Rimane sempre, Viator, il "Se" iniziale del tuo ragionamento, e l'affermazione che "se Dio è assoluto, allora è tale in ogni sua parte". E se Dio non fosse assoluto? E se l'assolutezza di Dio non riguardasse ogni sua componente? Per quale motivo non deve essere possibile fare queste ipotesi in ambito filosofico?
Un saluto

viator

Salve Anthonyi.

SE Dio è (l') Assoluto vale appunto per esso la definizione : ASSOLUTO = ciò che non è influenzabile da altro che da sè. Questa definizione, che io credo possa soddisfare sia il filosofofo che il credente, è anche quella che può rendere ragione della sinonimia tra i concetti di ASSOLUTO - MONDO - DIO - ESSERE - TUTTO - UNO. (provare a  riflettere un poco su ciascuno di essi).

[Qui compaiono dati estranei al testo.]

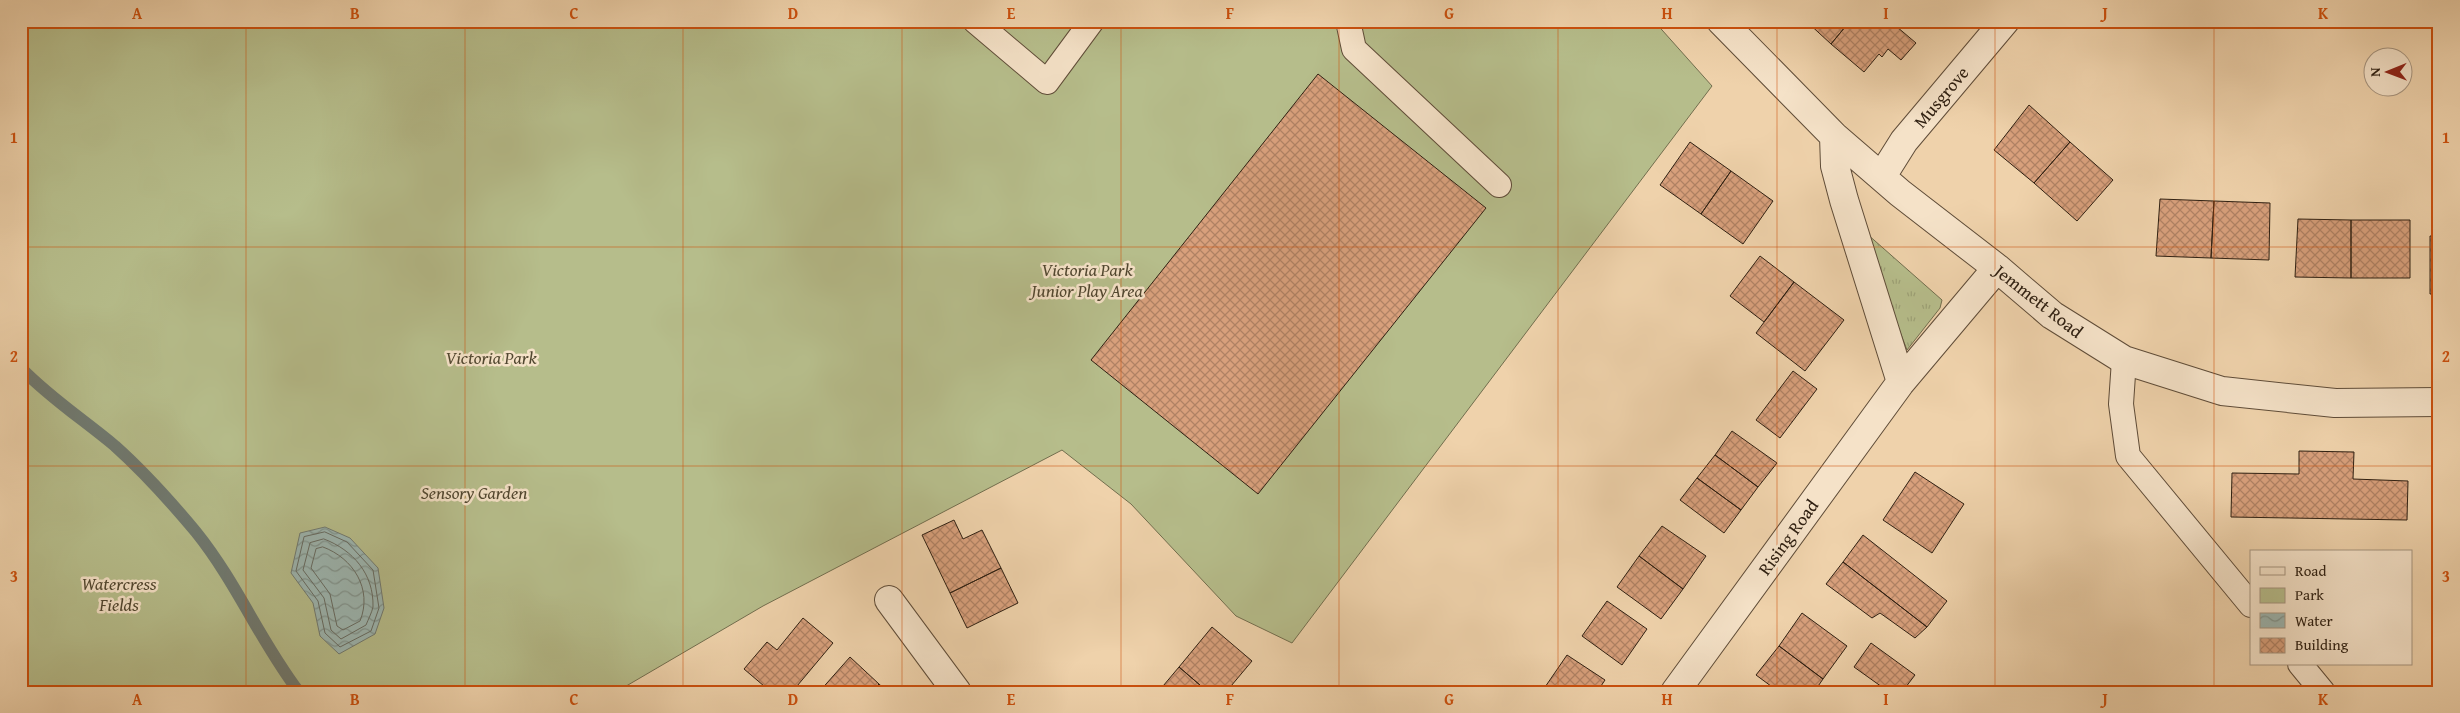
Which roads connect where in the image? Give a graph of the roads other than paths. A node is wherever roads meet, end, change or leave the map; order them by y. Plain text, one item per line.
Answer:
1 (974, 21) edge
2 (1092, 21) edge
3 (1348, 21) edge
4 (1722, 21) edge
5 (2005, 21) edge
6 (1834, 136) junction
7 (1882, 176) junction
8 (1499, 185) dead end
9 (1997, 268) junction
10 (2124, 360) junction
11 (1901, 382) junction
12 (2439, 402) edge
13 (889, 600) dead end
14 (2250, 604) edge
15 (2302, 666) edge
16 (957, 692) edge
17 (1675, 692) edge
18 (2323, 692) edge

1 - 2 lane
3 - 8 lane
4 - 6 street, Jemmett Road
5 - 7 street, Musgrove
6 - 7 street, Jemmett Road
6 - 11 street
7 - 9 street, Jemmett Road
9 - 10 street, Jemmett Road
9 - 11 street, Rising Road
10 - 12 street, Jemmett Road
10 - 14 lane
11 - 17 street, Rising Road
13 - 16 street
15 - 18 lane

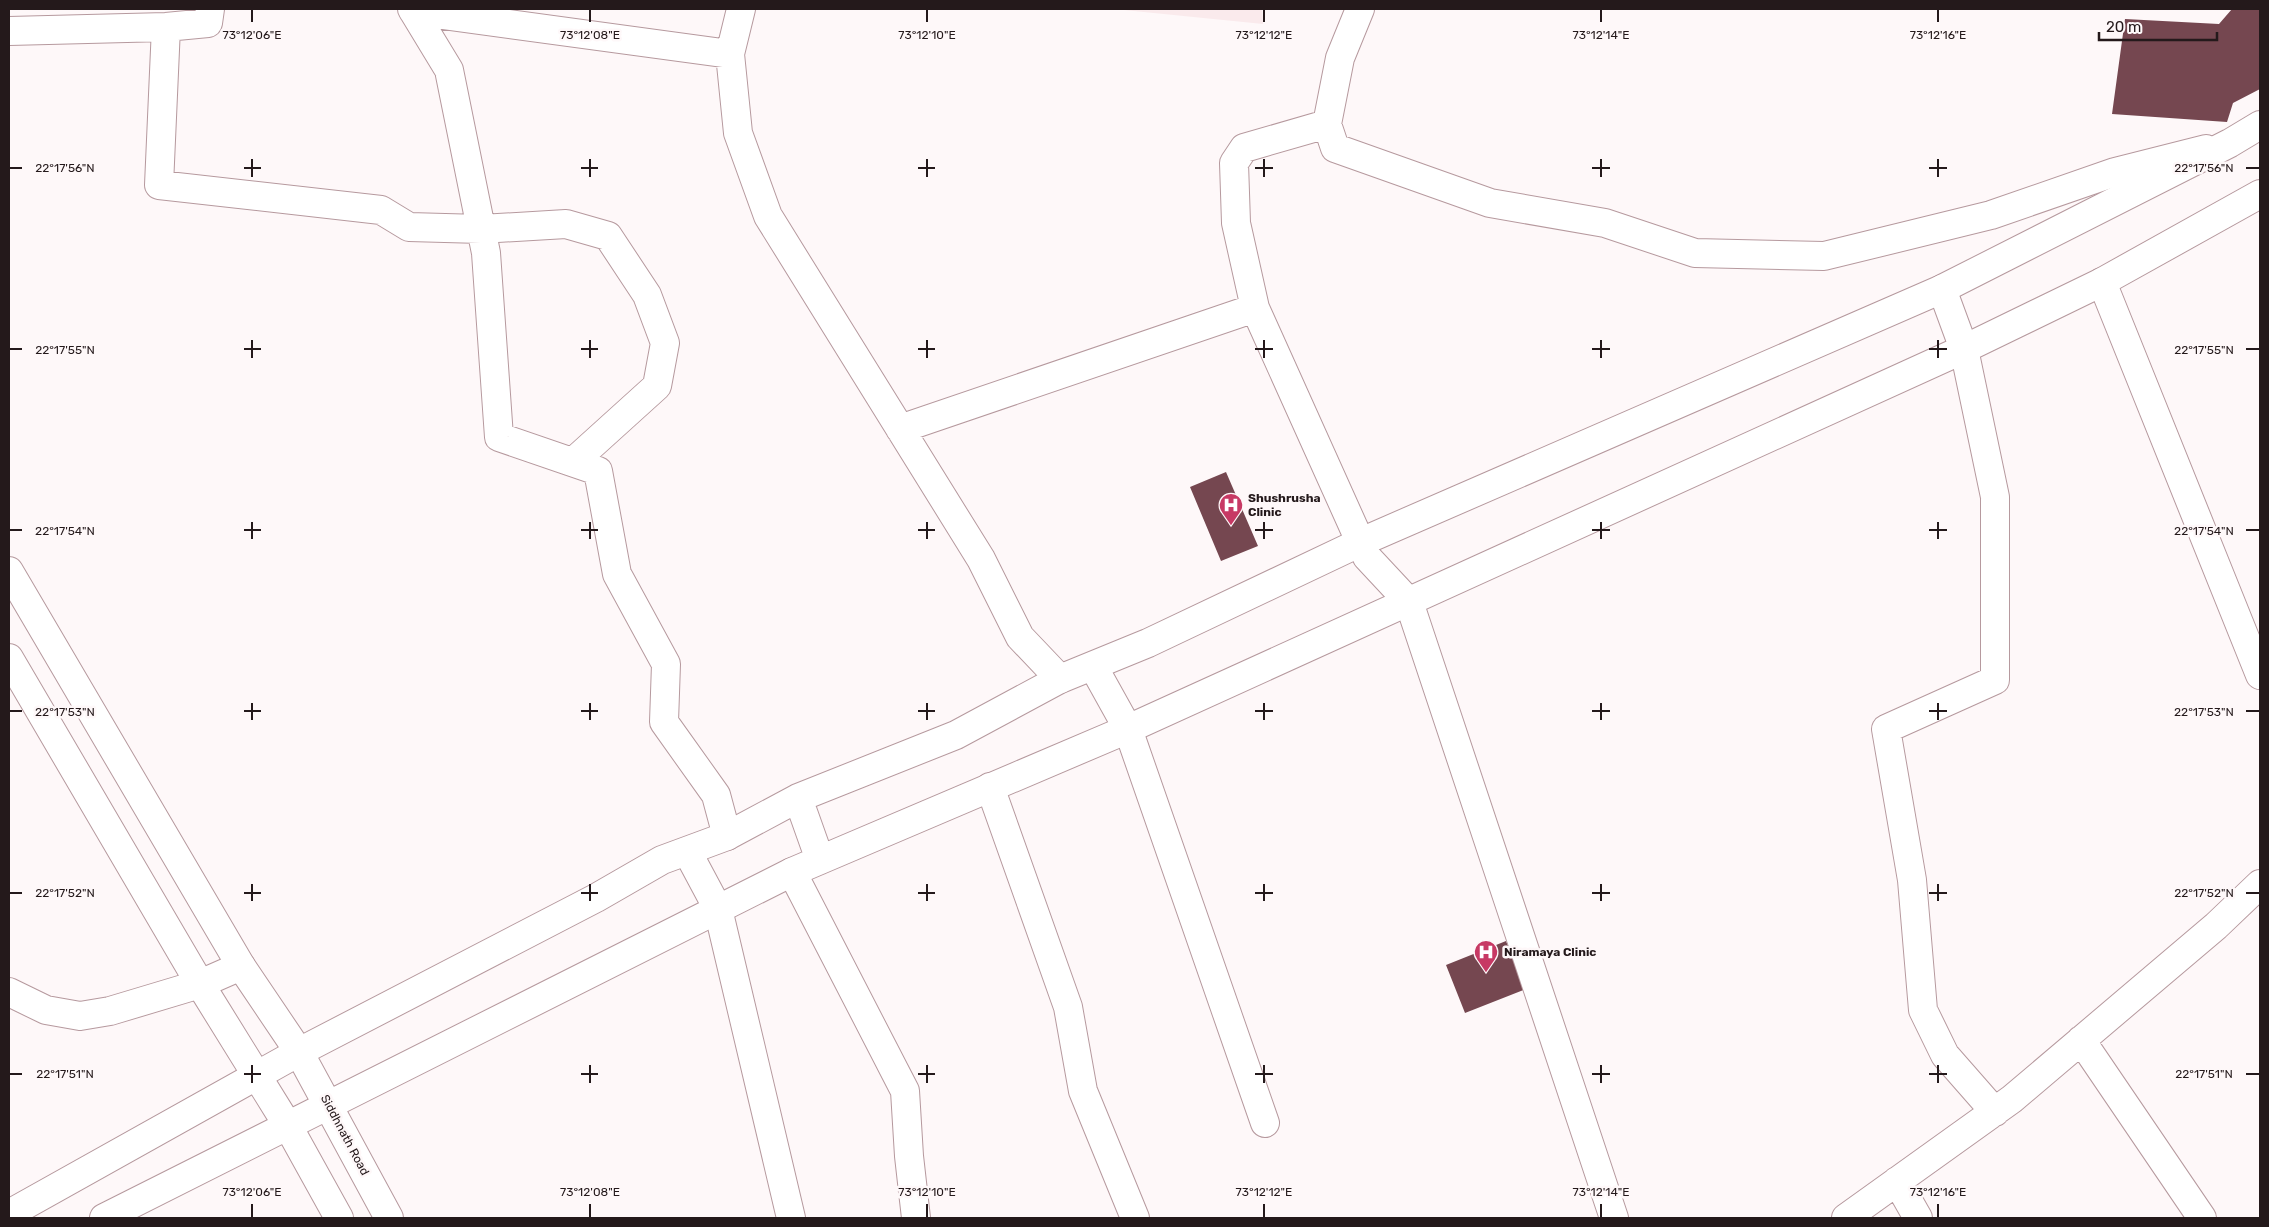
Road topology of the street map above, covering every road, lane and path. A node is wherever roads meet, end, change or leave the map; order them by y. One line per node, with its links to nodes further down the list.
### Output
1 (210, 9): 5 (street)
2 (741, 9): 7 (street)
3 (1360, 9): 8 (street)
4 (412, 10): 7 (street); 12 (street)
5 (166, 27): 6 (street); 12 (street)
6 (9, 31)
7 (730, 54): 17 (street)
8 (1327, 124): 10 (street); 15 (street)
9 (2260, 125): 10 (street)
10 (2230, 142): 14 (street)
11 (2260, 194): 13 (street)
12 (481, 229): 18 (street); 18 (street)
13 (2102, 282): 16 (street); 24 (street)
14 (1942, 289): 16 (street); 19 (street)
15 (1254, 308): 17 (street); 19 (street)
16 (1964, 349): 21 (street); 42 (street)
17 (900, 429): 25 (street)
18 (573, 462): 29 (street)
19 (1361, 542): 21 (street); 23 (street)
20 (9, 571): 35 (street, Siddhnath Road)
21 (1409, 602): 26 (street); 53 (street)
22 (9, 658): 36 (street)
23 (1093, 666): 25 (street); 26 (street)
24 (2260, 675)
25 (1060, 679): 28 (street)
26 (1128, 729): 27 (street); 43 (street)
27 (990, 787): 31 (street); 52 (street)
28 (798, 798): 29 (street); 31 (street)
29 (727, 836): 30 (street)
30 (686, 851): 34 (street); 39 (street)
31 (820, 860): 32 (street)
32 (792, 872): 34 (street); 51 (street)
33 (2260, 884): 38 (street)
34 (718, 909): 41 (street); 50 (street)
35 (240, 966): 36 (street); 39 (street, Siddhnath Road)
36 (200, 984): 37 (street); 40 (street)
37 (9, 992)
38 (2081, 1040): 42 (street); 56 (street)
39 (299, 1052): 40 (street); 41 (street, Siddhnath Road)
40 (258, 1076): 44 (street); 46 (street)
41 (330, 1105): 44 (street); 49 (street, Siddhnath Road)
42 (1995, 1112): 45 (street)
43 (1265, 1123)
44 (288, 1126): 47 (street); 48 (street)
45 (1897, 1181): 54 (street); 55 (street)
46 (9, 1214)
47 (104, 1218)
48 (339, 1218)
49 (389, 1218)
50 (791, 1218)
51 (916, 1218)
52 (1135, 1218)
53 (1614, 1218)
54 (1846, 1218)
55 (1918, 1218)
56 (2202, 1218)

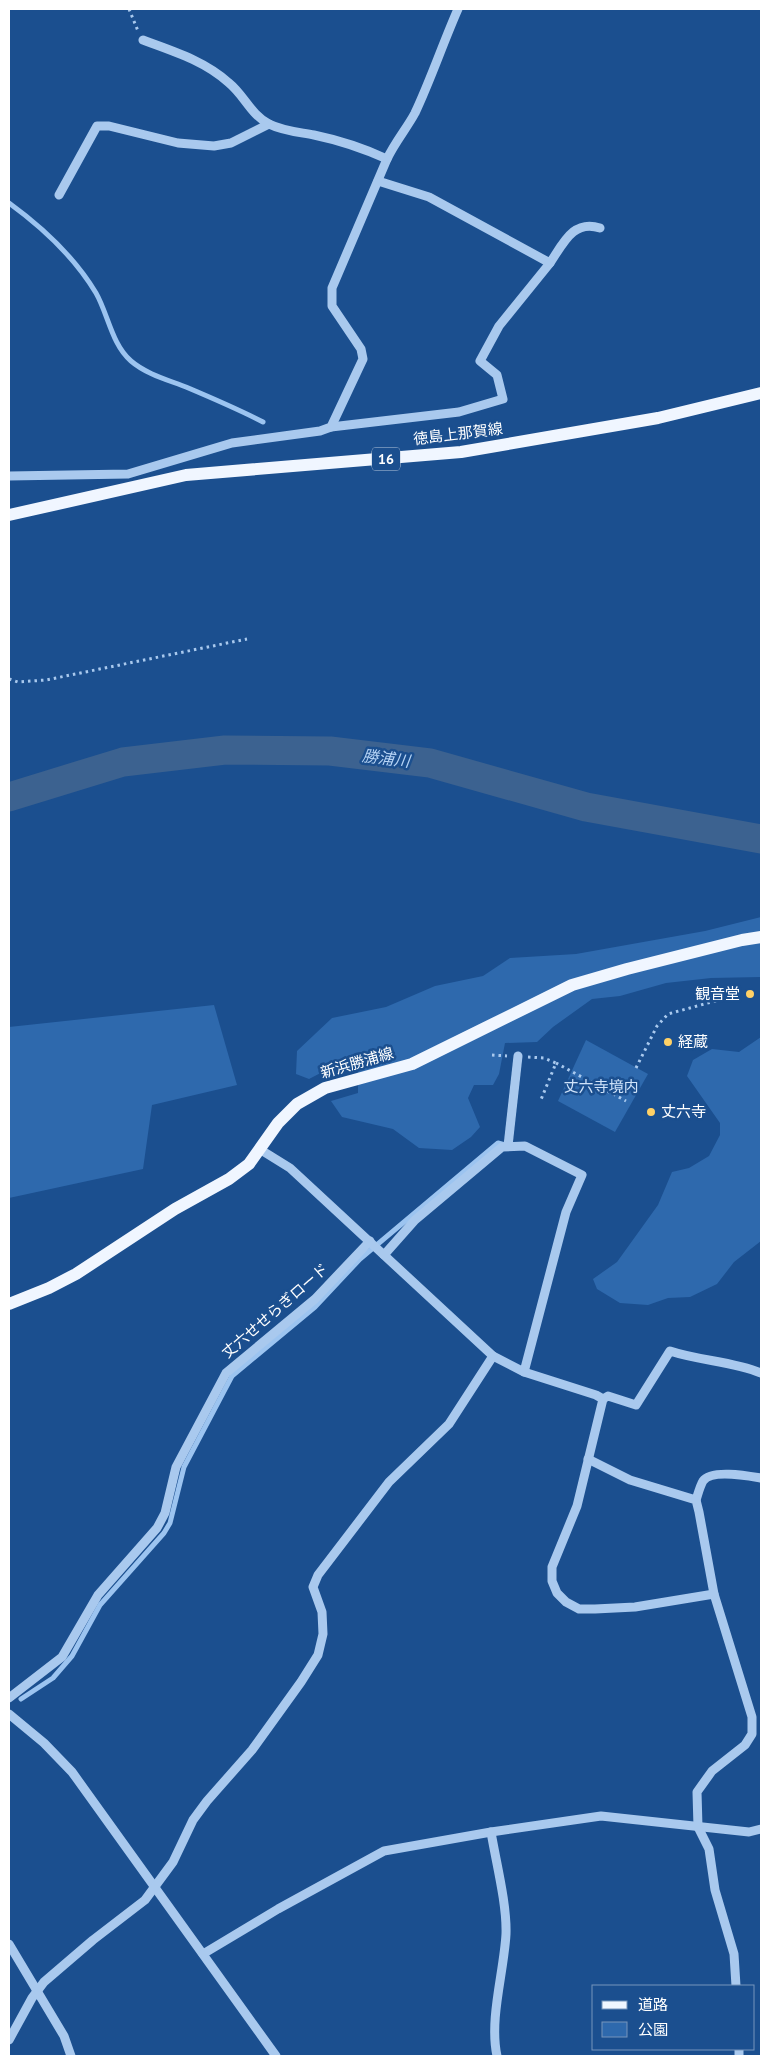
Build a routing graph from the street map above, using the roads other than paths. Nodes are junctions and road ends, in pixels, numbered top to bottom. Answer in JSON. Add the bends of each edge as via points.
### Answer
{"nodes":[{"id":1,"x":458,"y":9,"type":"edge"},
{"id":2,"x":143,"y":40,"type":"road end"},
{"id":3,"x":269,"y":124,"type":"junction"},
{"id":4,"x":386,"y":159,"type":"junction"},
{"id":5,"x":378,"y":181,"type":"junction"},
{"id":6,"x":59,"y":195,"type":"dead end"},
{"id":7,"x":600,"y":228,"type":"dead end"},
{"id":8,"x":550,"y":263,"type":"junction"},
{"id":9,"x":761,"y":393,"type":"edge"},
{"id":10,"x":331,"y":427,"type":"junction"},
{"id":11,"x":128,"y":474,"type":"junction"},
{"id":12,"x":9,"y":476,"type":"edge"},
{"id":13,"x":133,"y":487,"type":"junction"},
{"id":14,"x":9,"y":515,"type":"edge"},
{"id":15,"x":761,"y":937,"type":"edge"},
{"id":16,"x":518,"y":1056,"type":"road end"},
{"id":17,"x":508,"y":1146,"type":"junction"},
{"id":18,"x":261,"y":1150,"type":"junction"},
{"id":19,"x":370,"y":1241,"type":"junction"},
{"id":20,"x":384,"y":1255,"type":"junction"},
{"id":21,"x":9,"y":1304,"type":"edge"},
{"id":22,"x":493,"y":1356,"type":"junction"},
{"id":23,"x":524,"y":1372,"type":"junction"},
{"id":24,"x":761,"y":1373,"type":"edge"},
{"id":25,"x":603,"y":1399,"type":"junction"},
{"id":26,"x":588,"y":1459,"type":"junction"},
{"id":27,"x":761,"y":1478,"type":"edge"},
{"id":28,"x":696,"y":1500,"type":"junction"},
{"id":29,"x":714,"y":1594,"type":"junction"},
{"id":30,"x":9,"y":1698,"type":"edge"},
{"id":31,"x":9,"y":1714,"type":"edge"},
{"id":32,"x":698,"y":1828,"type":"junction"},
{"id":33,"x":761,"y":1829,"type":"edge"},
{"id":34,"x":491,"y":1832,"type":"junction"},
{"id":35,"x":155,"y":1887,"type":"junction"},
{"id":36,"x":9,"y":1944,"type":"edge"},
{"id":37,"x":203,"y":1954,"type":"junction"},
{"id":38,"x":736,"y":1985,"type":"edge"},
{"id":39,"x":38,"y":1990,"type":"junction"},
{"id":40,"x":9,"y":2040,"type":"edge"},
{"id":41,"x":71,"y":2056,"type":"edge"},
{"id":42,"x":276,"y":2056,"type":"edge"},
{"id":43,"x":497,"y":2056,"type":"edge"}],
"edges":[{"from":1,"to":4,"type":"street","via":[[414,115],[396,138]]},
{"from":2,"to":3,"type":"street","via":[[212,70],[230,83],[260,119]]},
{"from":3,"to":4,"type":"street","via":[[353,145]]},
{"from":3,"to":6,"type":"street","via":[[231,143],[214,146],[178,143],[97,126]]},
{"from":4,"to":5,"type":"street"},
{"from":5,"to":8,"type":"street","via":[[429,197]]},
{"from":5,"to":10,"type":"street","via":[[332,288],[332,306],[361,349],[363,359]]},
{"from":7,"to":8,"type":"street","via":[[581,226],[569,236]]},
{"from":8,"to":10,"type":"street","via":[[499,326],[480,361],[497,375],[503,399],[459,412]]},
{"from":9,"to":13,"type":"main road","name":"徳島上那賀線","number":"16","via":[[658,418],[461,452],[186,475]]},
{"from":10,"to":11,"type":"street","via":[[232,443]]},
{"from":11,"to":12,"type":"street"},
{"from":11,"to":13,"type":"street"},
{"from":13,"to":14,"type":"main road","name":"徳島上那賀線","number":"16"},
{"from":15,"to":18,"type":"main road","name":"新浜勝浦線","via":[[572,985],[412,1064],[325,1088],[297,1104],[278,1123]]},
{"from":16,"to":17,"type":"street"},
{"from":17,"to":20,"type":"street","via":[[502,1147],[415,1220]]},
{"from":17,"to":23,"type":"street","via":[[525,1146],[582,1175],[566,1212]]},
{"from":18,"to":19,"type":"street","via":[[290,1168]]},
{"from":18,"to":21,"type":"main road","name":"新浜勝浦線","via":[[229,1179],[175,1209],[76,1274]]},
{"from":19,"to":20,"type":"street"},
{"from":19,"to":30,"type":"street","name":"丈六せせらぎロード","via":[[315,1299],[226,1373],[176,1467],[158,1528],[98,1595],[62,1657]]},
{"from":20,"to":22,"type":"street"},
{"from":22,"to":23,"type":"street"},
{"from":22,"to":35,"type":"street","via":[[449,1424],[389,1482],[318,1575],[314,1587],[322,1612],[323,1634],[318,1655],[252,1750],[193,1820],[173,1862]]},
{"from":23,"to":25,"type":"street"},
{"from":24,"to":25,"type":"street","via":[[743,1366],[670,1351],[636,1405],[608,1396]]},
{"from":25,"to":26,"type":"street"},
{"from":26,"to":28,"type":"street","via":[[630,1480]]},
{"from":26,"to":29,"type":"street","via":[[577,1506],[552,1566],[552,1581],[557,1593],[579,1609],[635,1607]]},
{"from":27,"to":28,"type":"street","via":[[743,1474],[711,1475],[704,1480]]},
{"from":28,"to":29,"type":"street"},
{"from":29,"to":32,"type":"street","via":[[752,1717],[752,1734],[745,1745],[712,1770],[700,1784],[697,1792]]},
{"from":31,"to":35,"type":"street","via":[[72,1772]]},
{"from":32,"to":33,"type":"street","via":[[750,1832]]},
{"from":32,"to":34,"type":"street","via":[[601,1816]]},
{"from":32,"to":38,"type":"street","via":[[708,1849],[715,1890],[732,1946]]},
{"from":34,"to":37,"type":"street","via":[[384,1851],[278,1908]]},
{"from":34,"to":43,"type":"street","via":[[506,1933],[497,2018]]},
{"from":35,"to":37,"type":"street"},
{"from":35,"to":39,"type":"street","via":[[145,1900],[93,1940]]},
{"from":36,"to":39,"type":"street"},
{"from":37,"to":42,"type":"street"},
{"from":39,"to":40,"type":"street"},
{"from":39,"to":41,"type":"street","via":[[64,2036]]}]}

SE invece si suppone (cosa  filosoficamente lecitissima) che il concetto di Dio possa o debba essere relativo, per esso varrà quest'altra definizione : DIO = entità relativa quindi influenzante verso- ed influenzabile da- ogni altro relativo.

Porre il concetto di Dio come Assoluto dovrebbe - dicevo sopra - soddisfare tutte le menti e tutte le anime prive di secondi scopi.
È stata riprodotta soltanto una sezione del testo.